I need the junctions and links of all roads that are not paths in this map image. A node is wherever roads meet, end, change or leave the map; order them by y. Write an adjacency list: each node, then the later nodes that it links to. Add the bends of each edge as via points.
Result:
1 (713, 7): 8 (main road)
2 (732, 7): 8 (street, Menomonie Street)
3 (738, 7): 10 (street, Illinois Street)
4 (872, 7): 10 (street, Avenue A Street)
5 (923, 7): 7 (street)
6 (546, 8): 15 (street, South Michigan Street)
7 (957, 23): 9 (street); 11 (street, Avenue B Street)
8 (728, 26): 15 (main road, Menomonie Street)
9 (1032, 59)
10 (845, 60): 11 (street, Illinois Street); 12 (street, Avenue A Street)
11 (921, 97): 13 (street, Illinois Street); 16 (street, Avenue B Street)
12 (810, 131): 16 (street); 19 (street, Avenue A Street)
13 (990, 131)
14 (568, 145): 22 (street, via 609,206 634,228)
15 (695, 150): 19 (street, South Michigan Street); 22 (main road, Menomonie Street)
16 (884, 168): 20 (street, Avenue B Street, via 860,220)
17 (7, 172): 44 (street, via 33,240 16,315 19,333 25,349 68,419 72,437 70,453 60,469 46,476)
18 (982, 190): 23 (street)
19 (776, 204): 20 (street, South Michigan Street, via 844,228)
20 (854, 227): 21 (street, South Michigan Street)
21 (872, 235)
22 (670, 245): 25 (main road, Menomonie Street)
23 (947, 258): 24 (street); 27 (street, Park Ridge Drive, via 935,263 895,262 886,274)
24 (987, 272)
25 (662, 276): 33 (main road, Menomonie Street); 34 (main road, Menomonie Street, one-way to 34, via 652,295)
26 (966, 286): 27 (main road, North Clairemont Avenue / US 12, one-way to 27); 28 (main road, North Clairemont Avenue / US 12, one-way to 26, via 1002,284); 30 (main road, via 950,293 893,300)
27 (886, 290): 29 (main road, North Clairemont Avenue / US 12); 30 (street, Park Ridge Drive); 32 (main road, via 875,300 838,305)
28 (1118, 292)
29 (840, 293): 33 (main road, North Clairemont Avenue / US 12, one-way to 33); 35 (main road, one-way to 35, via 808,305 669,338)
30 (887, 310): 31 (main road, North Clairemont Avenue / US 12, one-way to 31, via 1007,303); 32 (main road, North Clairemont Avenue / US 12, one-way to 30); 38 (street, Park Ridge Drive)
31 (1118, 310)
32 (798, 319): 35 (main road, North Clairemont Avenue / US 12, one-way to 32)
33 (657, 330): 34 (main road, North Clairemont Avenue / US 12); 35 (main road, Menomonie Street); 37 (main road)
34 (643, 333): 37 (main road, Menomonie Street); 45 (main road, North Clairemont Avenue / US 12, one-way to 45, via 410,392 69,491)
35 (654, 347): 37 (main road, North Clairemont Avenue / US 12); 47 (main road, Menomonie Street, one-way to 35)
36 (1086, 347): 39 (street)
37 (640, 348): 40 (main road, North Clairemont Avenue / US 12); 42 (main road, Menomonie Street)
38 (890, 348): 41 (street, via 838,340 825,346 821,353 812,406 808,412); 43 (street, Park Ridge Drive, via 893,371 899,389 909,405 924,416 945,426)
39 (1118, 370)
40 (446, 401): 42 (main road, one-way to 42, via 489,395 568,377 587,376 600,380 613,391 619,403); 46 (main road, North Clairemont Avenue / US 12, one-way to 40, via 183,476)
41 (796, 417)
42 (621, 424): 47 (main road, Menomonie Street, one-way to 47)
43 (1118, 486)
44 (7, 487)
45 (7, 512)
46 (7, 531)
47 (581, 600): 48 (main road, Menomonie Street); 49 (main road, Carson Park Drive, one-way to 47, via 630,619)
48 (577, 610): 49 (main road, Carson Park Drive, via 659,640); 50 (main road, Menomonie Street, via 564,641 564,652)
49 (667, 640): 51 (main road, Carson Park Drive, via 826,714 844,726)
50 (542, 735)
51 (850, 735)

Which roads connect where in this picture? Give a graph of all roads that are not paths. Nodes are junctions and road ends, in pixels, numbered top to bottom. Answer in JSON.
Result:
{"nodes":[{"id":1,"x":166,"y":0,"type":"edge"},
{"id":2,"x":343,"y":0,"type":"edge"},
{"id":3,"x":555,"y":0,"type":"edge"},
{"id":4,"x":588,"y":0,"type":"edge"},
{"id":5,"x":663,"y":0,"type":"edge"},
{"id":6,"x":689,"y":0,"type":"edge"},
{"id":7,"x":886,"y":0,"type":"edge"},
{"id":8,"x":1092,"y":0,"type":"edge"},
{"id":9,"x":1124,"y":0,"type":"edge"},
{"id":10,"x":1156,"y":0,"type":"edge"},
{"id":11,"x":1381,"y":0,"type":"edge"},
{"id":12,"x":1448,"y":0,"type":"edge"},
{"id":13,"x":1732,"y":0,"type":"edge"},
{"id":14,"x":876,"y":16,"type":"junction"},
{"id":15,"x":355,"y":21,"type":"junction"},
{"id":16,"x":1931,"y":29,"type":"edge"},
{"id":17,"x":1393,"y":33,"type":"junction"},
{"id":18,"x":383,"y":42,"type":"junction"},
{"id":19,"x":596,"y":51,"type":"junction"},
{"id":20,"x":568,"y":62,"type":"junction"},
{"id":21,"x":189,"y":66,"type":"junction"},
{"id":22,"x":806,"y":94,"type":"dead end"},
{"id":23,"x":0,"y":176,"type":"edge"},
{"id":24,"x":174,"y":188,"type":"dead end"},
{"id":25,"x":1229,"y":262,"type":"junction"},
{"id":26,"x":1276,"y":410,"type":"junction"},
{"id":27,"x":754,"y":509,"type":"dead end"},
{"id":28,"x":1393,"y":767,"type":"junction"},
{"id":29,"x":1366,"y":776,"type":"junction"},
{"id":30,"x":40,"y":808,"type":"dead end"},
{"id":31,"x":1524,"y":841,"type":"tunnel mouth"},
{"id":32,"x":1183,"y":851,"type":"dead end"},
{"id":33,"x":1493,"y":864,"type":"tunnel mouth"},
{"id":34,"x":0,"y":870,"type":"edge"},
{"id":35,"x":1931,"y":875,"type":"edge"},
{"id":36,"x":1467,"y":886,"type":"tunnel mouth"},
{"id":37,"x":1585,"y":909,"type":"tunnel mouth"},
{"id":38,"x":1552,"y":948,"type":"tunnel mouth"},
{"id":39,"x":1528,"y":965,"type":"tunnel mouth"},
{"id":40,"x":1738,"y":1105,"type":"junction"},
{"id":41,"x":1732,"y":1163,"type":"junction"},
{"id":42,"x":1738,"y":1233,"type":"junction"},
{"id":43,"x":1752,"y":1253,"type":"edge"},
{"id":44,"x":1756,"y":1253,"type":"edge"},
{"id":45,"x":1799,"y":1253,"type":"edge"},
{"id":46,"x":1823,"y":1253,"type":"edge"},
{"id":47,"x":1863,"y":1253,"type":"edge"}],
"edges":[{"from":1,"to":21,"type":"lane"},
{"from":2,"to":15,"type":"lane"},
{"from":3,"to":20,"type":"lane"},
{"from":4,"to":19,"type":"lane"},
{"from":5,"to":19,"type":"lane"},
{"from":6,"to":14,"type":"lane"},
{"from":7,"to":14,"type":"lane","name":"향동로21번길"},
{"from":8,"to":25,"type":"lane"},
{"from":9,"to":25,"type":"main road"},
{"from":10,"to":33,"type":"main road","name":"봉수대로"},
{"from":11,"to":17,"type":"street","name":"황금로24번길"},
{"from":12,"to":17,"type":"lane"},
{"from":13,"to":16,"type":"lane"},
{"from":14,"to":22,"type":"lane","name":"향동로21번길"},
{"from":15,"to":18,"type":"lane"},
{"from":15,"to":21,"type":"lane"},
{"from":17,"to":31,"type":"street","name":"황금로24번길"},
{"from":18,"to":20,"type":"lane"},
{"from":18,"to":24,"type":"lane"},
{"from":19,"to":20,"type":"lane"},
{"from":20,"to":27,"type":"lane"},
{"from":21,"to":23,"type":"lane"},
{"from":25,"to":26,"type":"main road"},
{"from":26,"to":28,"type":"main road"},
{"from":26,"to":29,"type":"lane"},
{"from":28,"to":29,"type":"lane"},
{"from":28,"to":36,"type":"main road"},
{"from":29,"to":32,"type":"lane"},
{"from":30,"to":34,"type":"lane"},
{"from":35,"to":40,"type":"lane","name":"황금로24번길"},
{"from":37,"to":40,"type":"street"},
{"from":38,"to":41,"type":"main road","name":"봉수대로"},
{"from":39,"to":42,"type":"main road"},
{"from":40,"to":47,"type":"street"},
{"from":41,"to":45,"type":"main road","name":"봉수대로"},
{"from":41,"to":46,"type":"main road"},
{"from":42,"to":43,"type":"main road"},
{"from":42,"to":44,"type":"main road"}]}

> What to work on: Return from the data every line that holds "tunnel".

> Exercise answer:
{"id":31,"x":1524,"y":841,"type":"tunnel mouth"},
{"id":33,"x":1493,"y":864,"type":"tunnel mouth"},
{"id":36,"x":1467,"y":886,"type":"tunnel mouth"},
{"id":37,"x":1585,"y":909,"type":"tunnel mouth"},
{"id":38,"x":1552,"y":948,"type":"tunnel mouth"},
{"id":39,"x":1528,"y":965,"type":"tunnel mouth"},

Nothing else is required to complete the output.